Print every record below exactly as it stands.

:: Data for this task ::

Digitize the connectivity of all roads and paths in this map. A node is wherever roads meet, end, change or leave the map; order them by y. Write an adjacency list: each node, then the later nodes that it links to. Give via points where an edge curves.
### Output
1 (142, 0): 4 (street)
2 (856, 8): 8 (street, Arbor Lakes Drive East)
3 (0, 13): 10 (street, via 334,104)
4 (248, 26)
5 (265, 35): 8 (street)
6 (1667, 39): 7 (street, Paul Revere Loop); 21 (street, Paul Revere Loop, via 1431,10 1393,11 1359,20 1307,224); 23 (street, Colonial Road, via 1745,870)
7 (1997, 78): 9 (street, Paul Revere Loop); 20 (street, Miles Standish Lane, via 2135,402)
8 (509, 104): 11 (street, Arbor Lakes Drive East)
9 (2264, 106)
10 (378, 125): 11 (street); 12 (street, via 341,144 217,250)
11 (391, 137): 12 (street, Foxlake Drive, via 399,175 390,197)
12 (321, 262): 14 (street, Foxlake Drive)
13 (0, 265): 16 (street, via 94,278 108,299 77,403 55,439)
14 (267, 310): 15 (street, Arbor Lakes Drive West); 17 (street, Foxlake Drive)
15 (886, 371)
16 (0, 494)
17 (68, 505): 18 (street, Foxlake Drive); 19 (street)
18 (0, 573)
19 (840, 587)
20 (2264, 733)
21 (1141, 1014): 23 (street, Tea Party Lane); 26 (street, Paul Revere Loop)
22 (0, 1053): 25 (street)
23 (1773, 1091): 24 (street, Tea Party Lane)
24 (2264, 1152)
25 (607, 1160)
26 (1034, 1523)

:::

• Answer space:
Digitize the connectivity of all roads and paths in this map. A node is wherever roads meet, end, change or leave the map; order them by y. Write an adjacency list: each node, then the later nodes that it links to. Give via points where an edge curves.
### Output
1 (142, 0): 4 (street)
2 (856, 8): 8 (street, Arbor Lakes Drive East)
3 (0, 13): 10 (street, via 334,104)
4 (248, 26)
5 (265, 35): 8 (street)
6 (1667, 39): 7 (street, Paul Revere Loop); 21 (street, Paul Revere Loop, via 1431,10 1393,11 1359,20 1307,224); 23 (street, Colonial Road, via 1745,870)
7 (1997, 78): 9 (street, Paul Revere Loop); 20 (street, Miles Standish Lane, via 2135,402)
8 (509, 104): 11 (street, Arbor Lakes Drive East)
9 (2264, 106)
10 (378, 125): 11 (street); 12 (street, via 341,144 217,250)
11 (391, 137): 12 (street, Foxlake Drive, via 399,175 390,197)
12 (321, 262): 14 (street, Foxlake Drive)
13 (0, 265): 16 (street, via 94,278 108,299 77,403 55,439)
14 (267, 310): 15 (street, Arbor Lakes Drive West); 17 (street, Foxlake Drive)
15 (886, 371)
16 (0, 494)
17 (68, 505): 18 (street, Foxlake Drive); 19 (street)
18 (0, 573)
19 (840, 587)
20 (2264, 733)
21 (1141, 1014): 23 (street, Tea Party Lane); 26 (street, Paul Revere Loop)
22 (0, 1053): 25 (street)
23 (1773, 1091): 24 (street, Tea Party Lane)
24 (2264, 1152)
25 (607, 1160)
26 (1034, 1523)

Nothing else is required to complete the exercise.